Сумеет ли она устоять перед всем этим? Перед самой Лиз Кэрролл? А если рискнёт и потянется к ней первой? Хватит ли на такой безумный шаг собственной наглости или полной отключки инстинкта самосохранения?
Лиз снова приблизилась, разглядывая выбранную ею же на этот час модель сканирующим насквозь взглядом пугающе искушённого художника. И нет, в её глазах не прослеживалось ни малейшего намёка на сексуальный голод или похотливый интерес. Обычно так смотрят как на какой-нибудь общедоступный товар, сверяясь с заявленной на него ценой через его представленную визуализацию.
Только для Элли и этого оказалось более, чем достаточно, чтобы в который раз за прошедшее здесь время пропустить сквозь себя острейший разряд ошеломляющего возбуждения. И какой смысл лгать себе дальше, если она действительно ждала, как какая-то одержимая маньячка, прикосновения чужой близости и пальцев к своему телу. Вот-вот. Именно ждала, затаив дыхание, отсчитывая последние секунды обратного отсчёта перед неминуемым, когда же Лиз начнёт придавать её телу более изысканную позу, поправляя одежду и волосы… разводить в стороны дрожащие коленки…
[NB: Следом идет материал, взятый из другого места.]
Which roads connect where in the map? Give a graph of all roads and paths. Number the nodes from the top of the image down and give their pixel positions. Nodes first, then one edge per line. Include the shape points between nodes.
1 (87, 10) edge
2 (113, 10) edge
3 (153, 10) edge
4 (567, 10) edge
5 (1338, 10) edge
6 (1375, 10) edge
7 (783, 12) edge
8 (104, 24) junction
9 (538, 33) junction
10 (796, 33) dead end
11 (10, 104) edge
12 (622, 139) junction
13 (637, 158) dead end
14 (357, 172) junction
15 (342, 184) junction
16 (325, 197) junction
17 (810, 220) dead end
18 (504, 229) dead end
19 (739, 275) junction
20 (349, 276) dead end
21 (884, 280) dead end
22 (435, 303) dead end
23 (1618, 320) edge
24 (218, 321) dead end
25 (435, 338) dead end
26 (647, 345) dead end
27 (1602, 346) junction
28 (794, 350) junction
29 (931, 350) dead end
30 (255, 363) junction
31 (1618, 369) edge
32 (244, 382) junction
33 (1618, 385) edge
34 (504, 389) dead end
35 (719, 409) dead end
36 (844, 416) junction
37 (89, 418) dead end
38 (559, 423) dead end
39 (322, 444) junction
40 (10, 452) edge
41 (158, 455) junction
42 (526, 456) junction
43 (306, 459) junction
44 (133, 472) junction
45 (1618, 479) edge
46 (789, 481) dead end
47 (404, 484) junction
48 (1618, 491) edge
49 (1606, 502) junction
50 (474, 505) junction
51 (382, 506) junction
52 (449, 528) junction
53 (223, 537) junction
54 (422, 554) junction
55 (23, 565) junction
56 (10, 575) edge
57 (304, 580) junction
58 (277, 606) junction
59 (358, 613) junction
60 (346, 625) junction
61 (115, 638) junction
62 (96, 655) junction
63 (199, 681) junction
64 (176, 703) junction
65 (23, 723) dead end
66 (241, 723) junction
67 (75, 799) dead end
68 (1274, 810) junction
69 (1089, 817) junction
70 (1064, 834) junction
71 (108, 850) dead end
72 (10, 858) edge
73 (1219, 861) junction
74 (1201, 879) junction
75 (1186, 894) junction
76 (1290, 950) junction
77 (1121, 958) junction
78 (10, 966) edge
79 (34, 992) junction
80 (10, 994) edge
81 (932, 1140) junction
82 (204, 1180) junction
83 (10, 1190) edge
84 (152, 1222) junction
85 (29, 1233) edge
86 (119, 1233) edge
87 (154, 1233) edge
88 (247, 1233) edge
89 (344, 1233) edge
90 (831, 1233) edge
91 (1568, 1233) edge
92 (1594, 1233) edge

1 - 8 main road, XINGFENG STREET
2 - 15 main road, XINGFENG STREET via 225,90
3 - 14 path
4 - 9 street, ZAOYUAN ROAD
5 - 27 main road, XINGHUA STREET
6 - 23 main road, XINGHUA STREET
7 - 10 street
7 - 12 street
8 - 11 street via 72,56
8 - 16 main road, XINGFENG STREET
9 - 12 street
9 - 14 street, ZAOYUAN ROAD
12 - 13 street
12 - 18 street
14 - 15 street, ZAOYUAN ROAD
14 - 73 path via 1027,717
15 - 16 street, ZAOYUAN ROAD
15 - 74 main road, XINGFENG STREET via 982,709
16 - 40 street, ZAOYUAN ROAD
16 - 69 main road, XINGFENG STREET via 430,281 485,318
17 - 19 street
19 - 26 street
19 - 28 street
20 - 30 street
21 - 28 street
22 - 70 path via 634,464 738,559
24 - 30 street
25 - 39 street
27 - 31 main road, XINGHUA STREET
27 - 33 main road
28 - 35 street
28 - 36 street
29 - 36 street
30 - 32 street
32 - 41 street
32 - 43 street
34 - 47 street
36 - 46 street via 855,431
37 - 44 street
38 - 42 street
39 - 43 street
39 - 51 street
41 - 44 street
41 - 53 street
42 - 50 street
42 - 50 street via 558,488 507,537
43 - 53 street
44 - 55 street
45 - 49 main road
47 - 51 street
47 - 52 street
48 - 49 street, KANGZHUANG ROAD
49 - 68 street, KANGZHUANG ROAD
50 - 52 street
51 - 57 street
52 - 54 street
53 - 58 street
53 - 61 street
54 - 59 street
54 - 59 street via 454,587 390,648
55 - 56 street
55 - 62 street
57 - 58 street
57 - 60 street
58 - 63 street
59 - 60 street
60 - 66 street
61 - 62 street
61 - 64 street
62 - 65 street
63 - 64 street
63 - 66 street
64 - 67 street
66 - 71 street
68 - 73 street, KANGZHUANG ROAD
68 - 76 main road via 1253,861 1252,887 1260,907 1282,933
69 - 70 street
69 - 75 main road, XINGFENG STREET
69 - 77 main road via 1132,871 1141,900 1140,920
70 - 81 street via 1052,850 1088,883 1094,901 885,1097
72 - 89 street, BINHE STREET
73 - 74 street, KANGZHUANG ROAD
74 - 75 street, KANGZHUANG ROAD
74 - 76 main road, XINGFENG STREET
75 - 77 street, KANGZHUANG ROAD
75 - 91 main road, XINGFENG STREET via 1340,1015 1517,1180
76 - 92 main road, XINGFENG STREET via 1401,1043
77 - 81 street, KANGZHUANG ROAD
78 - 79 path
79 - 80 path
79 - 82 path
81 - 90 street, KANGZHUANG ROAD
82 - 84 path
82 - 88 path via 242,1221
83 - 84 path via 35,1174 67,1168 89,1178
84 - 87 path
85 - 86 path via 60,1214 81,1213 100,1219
Вагина снова надрывно запульсировала режущими спазмами невыносимого вожделения, клитор налился кровью, набух до максимальных размеров; соски заныли, сжались и затвердели, пока грудь наливалась томной истомой, визуально увеличиваясь и округляясь, становясь ещё более чувствительной и упругой. Буквально жаждущей, как и всё тело, остервенело требующей настоящих и куда ощутимых касаний. Казалось, ещё немного, всего одно неосторожное движение и… она точно кончит.
Как, вашу мать?! Как Лиз это делала? Возбуждала едва не любого, кто подпадал под её треклятые чары, без какой-либо физической стимуляции эрогенных зон. И после этого скажете, что не существует никакого ведьмовства?
– Придвинься поближе к спинке кровати и подними руки над головой.